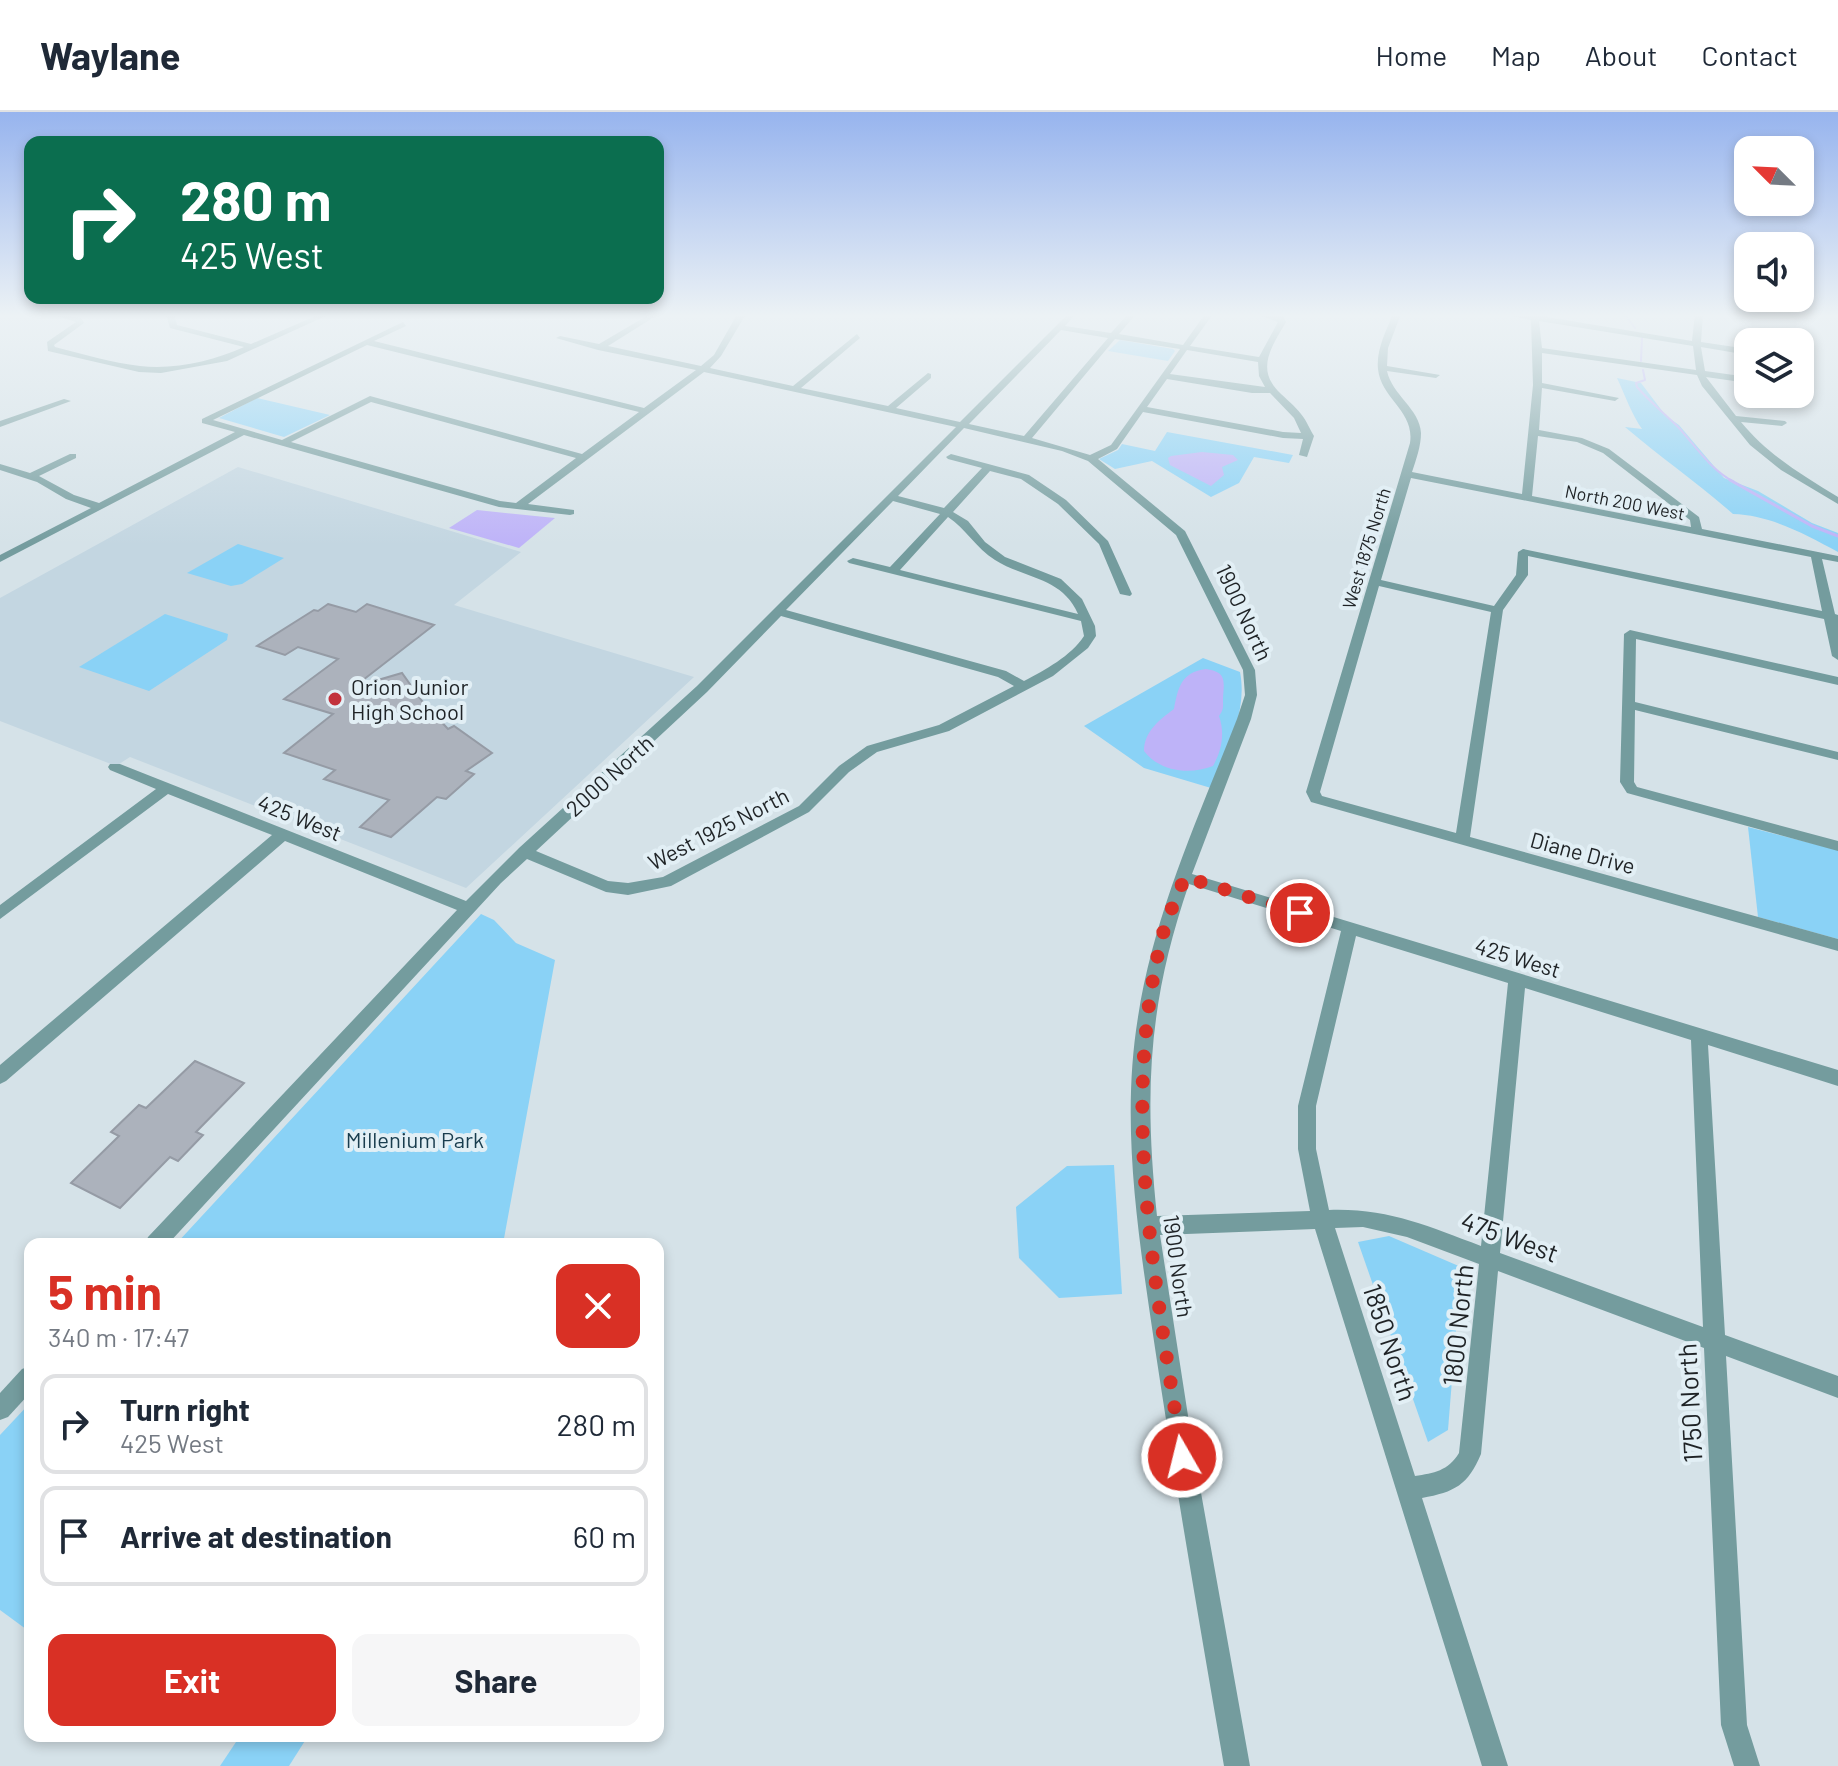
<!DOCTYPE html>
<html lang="en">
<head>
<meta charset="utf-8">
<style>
  body { margin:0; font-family:Barlow,sans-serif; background:#f6f6f7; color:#1f2937; height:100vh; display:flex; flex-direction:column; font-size:30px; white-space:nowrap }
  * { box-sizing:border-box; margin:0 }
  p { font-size:26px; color:#747a83 }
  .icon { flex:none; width:44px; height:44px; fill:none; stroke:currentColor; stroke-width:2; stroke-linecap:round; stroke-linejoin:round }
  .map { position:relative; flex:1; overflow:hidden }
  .sheet { position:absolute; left:24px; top:1126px; width:640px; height:504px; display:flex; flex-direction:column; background:#fff; border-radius:16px; box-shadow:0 4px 12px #0003 }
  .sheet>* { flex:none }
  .top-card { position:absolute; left:24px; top:24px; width:640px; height:168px; border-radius:16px; box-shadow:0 4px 12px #0003; background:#0b6e4f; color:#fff; overflow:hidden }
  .needle { width:52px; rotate:294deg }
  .tools { position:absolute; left:1734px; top:24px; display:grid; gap:16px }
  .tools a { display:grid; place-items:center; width:80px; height:80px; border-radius:16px; background:#fff; box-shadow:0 4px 12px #0003; font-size:40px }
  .pin { position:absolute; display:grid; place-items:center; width:68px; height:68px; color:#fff; margin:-34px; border:4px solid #fff; border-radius:50%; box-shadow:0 2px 8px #0007 }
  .me { position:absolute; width:88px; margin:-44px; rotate:352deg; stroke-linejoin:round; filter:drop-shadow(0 0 6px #0008) }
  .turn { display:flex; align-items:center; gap:28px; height:168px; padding:0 24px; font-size:36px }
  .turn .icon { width:104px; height:104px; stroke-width:2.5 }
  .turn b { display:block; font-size:56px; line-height:68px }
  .round { display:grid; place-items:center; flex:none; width:84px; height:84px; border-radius:16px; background:#f6f6f7 }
  .summary { display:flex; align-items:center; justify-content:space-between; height:136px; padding:0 24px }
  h1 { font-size:48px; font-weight:700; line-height:60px; color:#d93025 }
  .button { display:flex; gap:16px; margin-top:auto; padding:16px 24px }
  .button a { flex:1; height:92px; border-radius:16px; background:#d93025; color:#fff; font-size:32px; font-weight:700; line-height:92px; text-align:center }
  .button a+a { background:#f6f6f7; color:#1f2937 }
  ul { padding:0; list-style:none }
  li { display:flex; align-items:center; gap:24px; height:100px; margin:0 16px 12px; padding:0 8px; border:4px solid #e0e1e3; border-radius:16px }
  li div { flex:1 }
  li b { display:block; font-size:30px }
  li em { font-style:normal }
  header { display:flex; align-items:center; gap:48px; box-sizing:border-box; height:112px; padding:0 40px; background:#fff; border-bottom:2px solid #e0e1e3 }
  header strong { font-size:38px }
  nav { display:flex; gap:44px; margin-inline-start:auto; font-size:28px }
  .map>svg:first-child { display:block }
  .built { fill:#c3d6e1 }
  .green { fill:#8ad2f6 }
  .water { fill:#beb3f8 }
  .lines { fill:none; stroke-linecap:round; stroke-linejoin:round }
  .stream-far1 { stroke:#beb3f8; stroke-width:2 }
  .stream { stroke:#beb3f8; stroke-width:3 }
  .building { fill:#acb2bc; stroke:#959ba5; stroke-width:2 }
  .minor { fill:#749c9e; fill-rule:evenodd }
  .route { stroke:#d93025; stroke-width:14; stroke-dasharray:0 25.2 }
  .poi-dot { fill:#c2323c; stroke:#e2eff5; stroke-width:3 }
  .labels { text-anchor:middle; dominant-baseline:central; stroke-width:8; stroke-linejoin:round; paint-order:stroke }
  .far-street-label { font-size:18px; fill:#1f2326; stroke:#e2eff5 }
  .street-label { font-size:22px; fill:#1f2326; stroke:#e2eff5 }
  .poi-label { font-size:22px; fill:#1f2326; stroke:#e2eff5; text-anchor:start }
  .park-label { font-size:22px; fill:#193d4e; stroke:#e2eff5 }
  .near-street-label { font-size:26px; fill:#1f2326; stroke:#e2eff5 }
</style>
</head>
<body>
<header>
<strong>Waylane</strong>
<nav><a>Home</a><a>Map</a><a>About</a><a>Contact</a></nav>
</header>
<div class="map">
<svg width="1838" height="1654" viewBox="0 0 1838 1654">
  <rect width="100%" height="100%" fill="#d5e2e8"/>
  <polygon class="built" points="238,355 521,440 454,493 694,565 466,776 130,645 116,654 0,609 0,486"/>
  <g class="green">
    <polygon points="1120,228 1173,237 1175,239 1168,249 1108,239"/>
    <path d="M 1617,266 L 1641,271 L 1666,304 L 1679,313 L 1724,366 L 1758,379 L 1812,411 L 1838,421 L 1838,440 C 1805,422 1770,403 1733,402 C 1698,371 1660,345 1625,315 L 1642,317 C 1632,303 1625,283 1617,266 Z"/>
    <polygon points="257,286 330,303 284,325 219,306"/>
    <polygon points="1167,320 1293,343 1289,351 1254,345 1239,371 1211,385 1152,349 1115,357 1099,347 1118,338 1122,332 1155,339"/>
    <polygon points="238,432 284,446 242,472 231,474 187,461"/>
    <polygon points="165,502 228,522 227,528 149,579 79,555"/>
    <path d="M 1203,546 L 1240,560 C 1248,601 1226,638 1211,676 L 1144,656 L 1084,614 Z"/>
    <polygon points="1748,715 1838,738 1838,827 1758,805"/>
    <polygon points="481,802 494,808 516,831 555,848 503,1132 176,1132"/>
    <polygon points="1114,1053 1122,1182 1059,1186 1019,1146 1016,1095 1067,1054"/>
    <polygon points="1389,1124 1461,1155 1448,1318 1428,1330 1358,1130"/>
    <polygon points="30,1291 30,1520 0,1498 0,1323"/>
    <polygon points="240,1624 308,1624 289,1654 220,1654"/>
  </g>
  <g class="water">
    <polygon points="1202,340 1233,343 1238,348 1222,355 1224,363 1211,374 1170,353 1168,346 1171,344"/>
    <polygon points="477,398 555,406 519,436 449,416"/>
    <path d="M 1206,557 C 1227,560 1224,569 1223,586 C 1223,595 1224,597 1219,604 C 1225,621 1222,638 1213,654 C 1190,663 1160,660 1144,639 C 1144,620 1159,608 1174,597 C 1178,576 1181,560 1206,557 Z"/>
  </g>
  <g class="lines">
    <g class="stream-far1">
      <polyline points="1620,202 1626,204 1635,216"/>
      <polyline points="1641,249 1642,226"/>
      <path d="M 1643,258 L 1645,268 L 1636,271 L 1637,275 C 1650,290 1665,302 1679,316 C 1697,336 1710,357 1734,370"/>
    </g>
    <polyline class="stream" points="1730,368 1812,414 1838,424"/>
  </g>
  <g class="building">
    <polygon points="328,492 356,500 367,492 434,513 354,575 402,561 422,589 448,617 454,614 492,641 466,659 474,662 446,687 437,685 391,725 360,715 389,688 324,667 335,658 284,641 333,602 284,587 338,547 298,535 285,543 257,534 314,498 318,499"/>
    <polygon points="195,949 244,971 196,1020 203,1023 178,1049 170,1045 120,1096 71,1071 119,1024 111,1020 139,993 146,996"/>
  </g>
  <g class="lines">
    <g class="minor">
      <path d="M 51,202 L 81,206 L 84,211 L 54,233 L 55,235 C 83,242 112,251 140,254 C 174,258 213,249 244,235 L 170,216 L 166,202 L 174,202 L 177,213 L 251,232 L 320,202 L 330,202 L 227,249 L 161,261 L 139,260 L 48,239 L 47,230 L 76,210 Z"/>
      <path d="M 650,202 L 659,202 L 608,234 L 701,254 L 714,243 L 735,206 L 738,202 L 746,202 L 721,244 L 710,256 L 793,274 L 857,222 L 860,226 L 801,276 L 888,294 L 928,261 L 931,262 L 931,266 L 896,296 L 960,310 L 1068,202 L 1076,202 L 1065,214 L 1111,221 L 1128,202 L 1136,202 L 1119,222 L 1183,233 L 1205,202 L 1213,202 L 1190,234 L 1259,245 L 1278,210 L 1256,202 L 1283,204 L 1286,210 C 1272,234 1256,256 1278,279 C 1286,287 1295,294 1301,302 C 1307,309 1310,318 1314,324 L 1307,345 L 1299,343 L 1303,327 L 1283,326 L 1143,300 L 1117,337 L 1098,347 L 1185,419 L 1255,558 L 1257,583 L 1251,607 L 1192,762 L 1838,958 L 1838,974 L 1708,933 L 1725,1223 L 1838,1264 L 1838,1286 L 1726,1244 L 1747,1613 L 1760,1654 L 1734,1654 L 1721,1613 L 1704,1236 L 1498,1159 L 1481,1342 C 1468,1373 1455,1380 1422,1386 L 1508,1654 L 1482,1654 L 1315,1117 L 1160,1123 L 1193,1336 L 1250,1654 L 1224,1654 C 1200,1515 1176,1376 1155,1236 C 1139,1127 1120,1015 1138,905 C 1154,801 1199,704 1237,607 L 1245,583 L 1243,558 L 1176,423 L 1088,349 L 1062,339 L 964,316 L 898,384 L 944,396 L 982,356 L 948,347 L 946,345 L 951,342 L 1029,363 L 1066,388 L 1108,429 L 1132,482 L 1130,484 L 1120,482 L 1099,432 L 1058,392 L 1021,367 L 990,359 L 953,400 L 968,409 L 985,430 L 1005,445 L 1061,467 L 1082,487 L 1095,514 L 1096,524 L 1088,536 L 1053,564 L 949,619 L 877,640 L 849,660 L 809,700 L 671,774 L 628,783 L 606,780 L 527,747 L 501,771 L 168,1132 L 145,1132 L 148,1125 L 457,798 L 285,729 L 6,969 L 0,972 L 0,953 L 272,723 L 168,682 L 0,807 L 0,793 L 156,677 L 110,658 L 108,655 L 110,652 L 120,652 L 466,789 L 519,736 L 697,574 L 956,315 L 704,260 L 528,392 L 574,398 L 574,402 L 570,403 L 499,395 L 244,323 L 0,450 L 0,443 L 91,396 L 66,387 L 37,370 L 0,358 L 0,352 L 30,361 L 70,342 L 76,342 L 76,346 L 39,364 L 74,383 L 99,391 L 235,320 L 202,311 L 202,307 L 403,210 L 406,214 L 374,229 L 644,296 L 696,258 L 598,238 L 556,226 L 560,224 L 599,232 ZM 1061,218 L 1108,226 L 1024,324 L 969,312 ZM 1115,227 L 1180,237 L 1111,333 L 1090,343 L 1032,326 ZM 367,233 L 639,300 L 582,342 L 370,284 L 282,328 L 213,308 ZM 1187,238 L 1258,250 L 1259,264 L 1265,275 L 1170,262 ZM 1167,267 L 1252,281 L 1270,281 L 1294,306 L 1301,321 L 1283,320 L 1147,295 ZM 371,290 L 576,346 L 516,391 L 500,389 L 291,330 ZM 893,389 L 940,402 L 890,455 L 853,446 L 847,449 L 849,451 L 1081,509 L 1084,524 C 1071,544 1045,558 1024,569 L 1006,559 L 786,498 ZM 948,405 C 966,417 976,436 995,448 C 1025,467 1062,465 1078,502 L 900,458 ZM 781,504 L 998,565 L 1014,574 L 939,613 L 867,634 L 839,654 L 799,694 L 663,765 L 628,771 L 608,769 L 536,739 L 707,580 ZM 1189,772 L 1341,819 L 1298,994 L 1298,1037 L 1310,1099 L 1157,1104 C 1144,980 1148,891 1189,772 ZM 1356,824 L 1508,871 L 1481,1134 C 1427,1114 1388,1096 1329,1098 L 1316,1037 L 1316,994 ZM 1525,876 L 1691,928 L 1703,1215 L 1500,1141 ZM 1363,1115 L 1407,1125 L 1479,1152 L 1459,1341 C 1448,1359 1434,1361 1415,1364 L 1335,1116 Z"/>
      <path d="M 1393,202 L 1401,202 L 1388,236 L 1387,254 L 1440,263 L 1436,266 L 1387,259 C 1392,283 1420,297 1421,321 C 1421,334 1416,348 1412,360 L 1522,382 L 1533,273 L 1531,208 L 1503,202 L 1535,203 L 1692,229 L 1695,202 L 1703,202 L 1701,230 L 1748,237 L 1748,243 L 1701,235 L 1705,259 L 1748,265 L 1748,271 L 1706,265 L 1736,304 L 1785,309 L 1787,311 L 1782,314 L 1741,310 C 1768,343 1802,363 1838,385 L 1838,392 L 1781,358 L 1750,333 L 1702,274 L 1697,263 L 1542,241 L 1542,271 L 1619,286 L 1615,289 L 1542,276 L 1539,318 L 1582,326 L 1609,337 L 1699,405 L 1702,417 L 1838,444 L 1838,450 L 1822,447 L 1835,502 L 1838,503 L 1838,548 L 1832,544 L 1824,507 L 1528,444 L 1528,463 L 1503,498 L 1470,725 L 1838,827 L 1838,839 L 1311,690 L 1306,680 L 1410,331 C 1415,299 1381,287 1378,257 C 1376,238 1386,219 1393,202 ZM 1539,209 L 1693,234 L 1696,258 L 1542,236 ZM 1538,324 L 1577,330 L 1603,341 L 1690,408 L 1691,415 L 1532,384 ZM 1411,366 L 1811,445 L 1822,499 L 1523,437 L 1518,440 L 1516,463 L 1494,494 L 1381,468 ZM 1379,474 L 1491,500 L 1456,721 L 1322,684 L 1320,680 Z"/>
      <polygon points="64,287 71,289 0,315 0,309"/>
      <polygon points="1630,518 1838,565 1838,573 1636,527 1635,590 1838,640 1838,648 1635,598 1634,670 1637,675 1838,729 1838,739 1627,681 1620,670 1624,522"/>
      <polygon points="30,1254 30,1281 8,1305 0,1308 0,1281 22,1257"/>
    </g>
  </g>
  <linearGradient id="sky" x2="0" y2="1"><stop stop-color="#97b4ee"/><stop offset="0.47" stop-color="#ecf2f5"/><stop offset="1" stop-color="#ecf2f5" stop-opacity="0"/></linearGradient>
  <rect width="1838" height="433" fill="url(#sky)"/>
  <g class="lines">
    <path class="route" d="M 1182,1345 C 1157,1175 1120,1004 1160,833 C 1165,810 1176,787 1185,765 L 1300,801"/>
  </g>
  <circle class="poi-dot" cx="335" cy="587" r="8"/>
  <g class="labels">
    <g class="far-street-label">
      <text transform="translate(1625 390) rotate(11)">North 200 West</text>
      <text transform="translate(1366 436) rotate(-73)">West 1875 North</text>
    </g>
    <g class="street-label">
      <text transform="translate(1245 500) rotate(65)">1900 North</text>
      <text transform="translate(609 663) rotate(-42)">2000 North</text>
      <text transform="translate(300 705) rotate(22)">425 West</text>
      <text transform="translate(718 716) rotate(-27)">West 1925 North</text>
      <text transform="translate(1583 740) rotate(15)">Diane Drive</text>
      <text transform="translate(1518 845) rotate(17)">425 West</text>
      <text transform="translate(1179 1154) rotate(82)">1900 North</text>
    </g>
    <g class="poi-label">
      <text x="351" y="574">Orion Junior<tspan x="351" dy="25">High School</tspan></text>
    </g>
    <g class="park-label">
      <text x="415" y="1027">Millenium Park</text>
    </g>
    <g class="near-street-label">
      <text transform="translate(1510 1124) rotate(20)">475 West</text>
      <text transform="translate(1457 1213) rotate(-84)">1800 North</text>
      <text transform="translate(1391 1230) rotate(72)">1850 North</text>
      <text transform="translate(1689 1291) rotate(-93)">1750 North</text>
    </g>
  </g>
</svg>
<div class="tools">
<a><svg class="needle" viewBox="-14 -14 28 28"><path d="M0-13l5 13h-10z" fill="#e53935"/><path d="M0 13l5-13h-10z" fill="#747a83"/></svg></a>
<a><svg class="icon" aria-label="sound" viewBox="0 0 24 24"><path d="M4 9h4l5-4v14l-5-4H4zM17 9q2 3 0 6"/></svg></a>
<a><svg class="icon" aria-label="layers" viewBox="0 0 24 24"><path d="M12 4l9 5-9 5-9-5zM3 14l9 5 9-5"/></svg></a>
</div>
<div class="pin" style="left:1300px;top:801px;background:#d93025"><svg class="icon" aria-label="arrive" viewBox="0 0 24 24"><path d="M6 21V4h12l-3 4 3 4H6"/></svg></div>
<svg class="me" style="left:1182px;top:1345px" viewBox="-20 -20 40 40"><circle r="17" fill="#d93025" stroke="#fff" stroke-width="3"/><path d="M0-11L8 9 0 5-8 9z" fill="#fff"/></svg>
<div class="top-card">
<div class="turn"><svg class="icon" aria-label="right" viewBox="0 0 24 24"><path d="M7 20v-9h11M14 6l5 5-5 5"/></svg><div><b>280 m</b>425 West</div></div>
</div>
<section class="sheet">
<div class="summary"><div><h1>5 min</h1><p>340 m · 17:47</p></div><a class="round" style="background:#d93025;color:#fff"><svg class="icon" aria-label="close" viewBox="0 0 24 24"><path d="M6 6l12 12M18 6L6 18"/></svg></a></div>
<ul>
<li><svg class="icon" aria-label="right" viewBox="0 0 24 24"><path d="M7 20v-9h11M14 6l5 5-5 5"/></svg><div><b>Turn right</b><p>425 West</p></div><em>280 m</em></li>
<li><svg class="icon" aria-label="arrive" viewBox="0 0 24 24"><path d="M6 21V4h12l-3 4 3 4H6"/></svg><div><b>Arrive at destination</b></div><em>60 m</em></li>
</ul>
<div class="button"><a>Exit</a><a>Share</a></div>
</section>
</div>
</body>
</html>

+++

Task item
What do the lines above say from the one containing "flex:none; width:44px; height:44px;" down to the one containing "position:absolute; left:1734px; top:24px;"? Return them exactly, both end lines included, and only them.

Result below
  .icon { flex:none; width:44px; height:44px; fill:none; stroke:currentColor; stroke-width:2; stroke-linecap:round; stroke-linejoin:round }
  .map { position:relative; flex:1; overflow:hidden }
  .sheet { position:absolute; left:24px; top:1126px; width:640px; height:504px; display:flex; flex-direction:column; background:#fff; border-radius:16px; box-shadow:0 4px 12px #0003 }
  .sheet>* { flex:none }
  .top-card { position:absolute; left:24px; top:24px; width:640px; height:168px; border-radius:16px; box-shadow:0 4px 12px #0003; background:#0b6e4f; color:#fff; overflow:hidden }
  .needle { width:52px; rotate:294deg }
  .tools { position:absolute; left:1734px; top:24px; display:grid; gap:16px }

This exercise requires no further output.